God, Mailer insists knowledgeably, categorically doesn’t like church. Sundays must be so boring, if Mailer’s own experience was anything to go by. ‘I might just as well have been a shell on the surf’s edge,’ he says. Prayer is another total waste of time. ‘I don’t think God listens to prayer.’ Particularly off-putting to the Deity is the posture of Muslims — ‘Kneel down, present your buttocks to the sky, and recognise you are totally weak before the wrath of God.’

Anything suggesting weakness gets Mailer’s thumbs-down. Love and charity, for example, he’s not keen on, because the people who go in for such wishy-washy things are often ‘timid and cowardly … Cowardice is a poison.’ Mailer himself was married about a dozen times and attacked one of his wives with a potato knife, so he’ll know what he’s talking about for once. He is also worried about the morality of plastic. ‘It seems to me,’ he says, ‘that plastic is a perfect weapon in the Devil’s armoury, for it desensitises human beings.’ That’s a new one — that we should be frightened of our Formica work-surfaces. But Mailer is certain of it. When women started having plastic around the home, this was ‘the point when the ballgame was lost’. The same goes for flush toilets. ‘The flush toilet was a rarity before 1900,’ and mankind was the better for it — more interestingly connected to the reality of earth and mud, or something. Clearly the producers of I’m A Celebrity — Get Me Out Of Here missed a trick. Norman Mailer would have adored being in the jungle, slopping out with pop babes on the wane.

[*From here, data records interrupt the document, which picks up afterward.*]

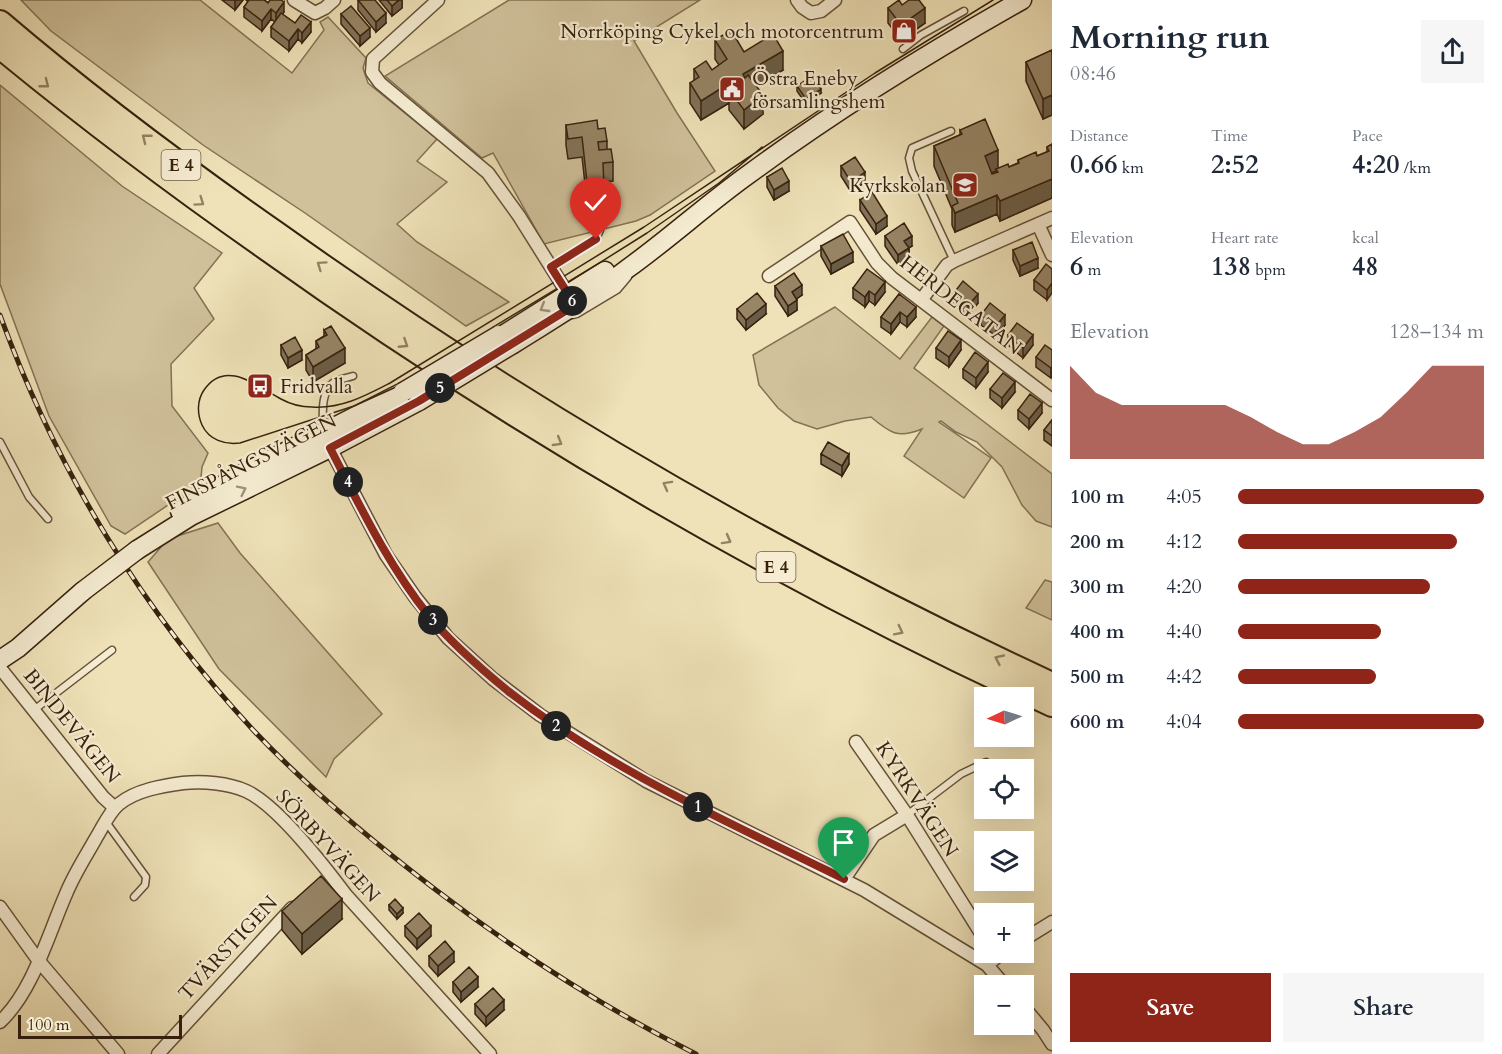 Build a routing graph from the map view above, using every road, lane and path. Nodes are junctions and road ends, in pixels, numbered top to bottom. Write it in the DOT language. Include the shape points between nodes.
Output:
graph roads {
  1 [pos="294,0"];
  2 [pos="334,0"];
  3 [pos="438,0"];
  4 [pos="797,0"];
  5 [pos="835,0"];
  6 [pos="1022,0"];
  7 [pos="964,11"];
  8 [pos="947,20"];
  9 [pos="0,22"];
  10 [pos="953,33"];
  11 [pos="0,47"];
  12 [pos="903,49"];
  13 [pos="951,131"];
  14 [pos="1052,218"];
  15 [pos="684,224"];
  16 [pos="1038,224"];
  17 [pos="600,230"];
  18 [pos="1052,255"];
  19 [pos="639,260"];
  20 [pos="954,261"];
  21 [pos="551,267"];
  22 [pos="769,276"];
  23 [pos="922,299"];
  24 [pos="571,300"];
  25 [pos="555,318"];
  26 [pos="506,340"];
  27 [pos="353,376"];
  28 [pos="1052,400"];
  29 [pos="327,441"];
  30 [pos="0,442"];
  31 [pos="48,519"];
  32 [pos="112,650"];
  33 [pos="0,658"];
  34 [pos="0,668"];
  35 [pos="1052,684"];
  36 [pos="1052,705"];
  37 [pos="34,710"];
  38 [pos="856,742"];
  39 [pos="974,768"];
  40 [pos="115,808"];
  41 [pos="907,815"];
  42 [pos="106,822"];
  43 [pos="844,879"];
  44 [pos="303,896"];
  45 [pos="134,897"];
  46 [pos="0,907"];
  47 [pos="974,922"];
  48 [pos="1052,922"];
  49 [pos="1034,933"];
  50 [pos="974,946"];
  51 [pos="38,960"];
  52 [pos="1034,1019"];
  53 [pos="0,1022"];
  54 [pos="1052,1044"];
  55 [pos="118,1054"];
  56 [pos="158,1054"];
  57 [pos="490,1054"];
  1 -- 2 [label="street" via="315,13"];
  3 -- 21 [label="street" via="373,58 372,72 488,173"];
  4 -- 5 [label="street" via="811,13"];
  6 -- 10 [label="main road, FINSPÅNGSVÄGEN"];
  7 -- 8 [label="lane"];
  8 -- 10 [label="lane"];
  8 -- 12 [label="lane"];
  35 -- 9 [label="highway, E 4, one-way" via="828,574 657,480 515,394 368,299 193,175"];
  10 -- 15 [label="main road, FINSPÅNGSVÄGEN" via="750,173"];
  11 -- 36 [label="highway, E 4, one-way" via="184,191 355,312 508,412 648,496 818,590"];
  13 -- 20 [label="lane" via="912,148 909,158"];
  14 -- 16 [label="street"];
  15 -- 19 [label="main road, FINSPÅNGSVÄGEN"];
  15 -- 24 [label="main road, FINSPÅNGSVÄGEN"];
  16 -- 18 [label="street"];
  16 -- 20 [label="street"];
  17 -- 21 [label="lane" via="596,239"];
  19 -- 24 [label="main road, FINSPÅNGSVÄGEN"];
  19 -- 25 [label="lane" via="616,290 577,314"];
  20 -- 23 [label="street"];
  21 -- 24 [label="street"];
  22 -- 23 [label="street, HERDEGATAN" via="850,222 877,263"];
  23 -- 28 [label="street, HERDEGATAN"];
  24 -- 25 [label="main road, FINSPÅNGSVÄGEN"];
  24 -- 26 [label="main road, FINSPÅNGSVÄGEN, one-way"];
  25 -- 26 [label="main road, FINSPÅNGSVÄGEN"];
  26 -- 29 [label="main road, FINSPÅNGSVÄGEN, bridge"];
  27 -- 29 [label="lane" via="334,381 327,389"];
  29 -- 33 [label="main road, FINSPÅNGSVÄGEN, bridge" via="133,547 80,588 18,648"];
  29 -- 43 [label="street" via="386,555 410,590 448,638 493,678 540,715 646,781"];
  30 -- 31 [label="lane" via="29,496"];
  32 -- 37 [label="lane"];
  34 -- 37 [label="street, BINDEVÄGEN"];
  37 -- 40 [label="street, BINDEVÄGEN"];
  38 -- 41 [label="street, KYRKVÄGEN"];
  39 -- 41 [label="lane"];
  40 -- 42 [label="street, SÖRBYVÄGEN"];
  40 -- 57 [label="street, SÖRBYVÄGEN" via="129,797 175,784 202,783 247,791 270,808 323,874"];
  41 -- 43 [label="street" via="874,835"];
  41 -- 47 [label="street, KYRKVÄGEN"];
  42 -- 45 [label="lane" via="146,877 145,885"];
  42 -- 51 [label="street, SÖRBYVÄGEN" via="67,891"];
  43 -- 50 [label="street"];
  44 -- 56 [label="street, TVÄRSTIGEN"];
  46 -- 51 [label="street"];
  48 -- 49 [label="street"];
  51 -- 53 [label="street, SÖRBYVÄGEN" via="19,1000"];
  51 -- 55 [label="street"];
  52 -- 54 [label="street"];
}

If plastic and lavatories are inert, ‘an inkling of non-existence,’ Mailer’s conception of Heaven is that it will be sheer Hell. It is a place renowned for its antiseptic ‘boredom, repetition, and slowness,’ a celestial bureau- cracy run by monitoring angels who are as grey and translucent as tax inspectors. Luckily, he doesn’t intend hanging about there long, for Mailer deems reincarnation to be a scientific fact. After a brief spell in Purgatory, which he describes as a ‘set of many unhappy holding tanks,’ he’ll be right back either as a black athlete or ‘the fastest cockroach on the block’.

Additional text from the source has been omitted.